- **MATERIAL FOR THE TASK**
------
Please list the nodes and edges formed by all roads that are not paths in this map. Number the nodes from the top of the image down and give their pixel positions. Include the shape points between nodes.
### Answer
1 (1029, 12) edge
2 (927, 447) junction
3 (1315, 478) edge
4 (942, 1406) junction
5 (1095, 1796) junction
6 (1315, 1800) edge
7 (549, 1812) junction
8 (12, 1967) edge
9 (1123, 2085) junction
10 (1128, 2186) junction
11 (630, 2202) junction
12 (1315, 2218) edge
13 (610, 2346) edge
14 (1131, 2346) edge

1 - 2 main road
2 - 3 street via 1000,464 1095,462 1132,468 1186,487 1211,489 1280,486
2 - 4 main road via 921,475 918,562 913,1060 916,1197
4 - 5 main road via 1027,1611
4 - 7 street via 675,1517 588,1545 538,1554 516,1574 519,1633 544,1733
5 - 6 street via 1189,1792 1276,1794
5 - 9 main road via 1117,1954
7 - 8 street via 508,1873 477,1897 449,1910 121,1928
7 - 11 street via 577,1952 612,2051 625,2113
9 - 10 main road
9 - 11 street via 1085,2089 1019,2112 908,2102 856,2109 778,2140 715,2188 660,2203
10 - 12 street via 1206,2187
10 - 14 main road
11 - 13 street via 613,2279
------
Take the records and restate them word for word.

Please list the nodes and edges formed by all roads that are not paths in this map. Number the nodes from the top of the image down and give their pixel positions. Include the shape points between nodes.
### Answer
1 (1029, 12) edge
2 (927, 447) junction
3 (1315, 478) edge
4 (942, 1406) junction
5 (1095, 1796) junction
6 (1315, 1800) edge
7 (549, 1812) junction
8 (12, 1967) edge
9 (1123, 2085) junction
10 (1128, 2186) junction
11 (630, 2202) junction
12 (1315, 2218) edge
13 (610, 2346) edge
14 (1131, 2346) edge

1 - 2 main road
2 - 3 street via 1000,464 1095,462 1132,468 1186,487 1211,489 1280,486
2 - 4 main road via 921,475 918,562 913,1060 916,1197
4 - 5 main road via 1027,1611
4 - 7 street via 675,1517 588,1545 538,1554 516,1574 519,1633 544,1733
5 - 6 street via 1189,1792 1276,1794
5 - 9 main road via 1117,1954
7 - 8 street via 508,1873 477,1897 449,1910 121,1928
7 - 11 street via 577,1952 612,2051 625,2113
9 - 10 main road
9 - 11 street via 1085,2089 1019,2112 908,2102 856,2109 778,2140 715,2188 660,2203
10 - 12 street via 1206,2187
10 - 14 main road
11 - 13 street via 613,2279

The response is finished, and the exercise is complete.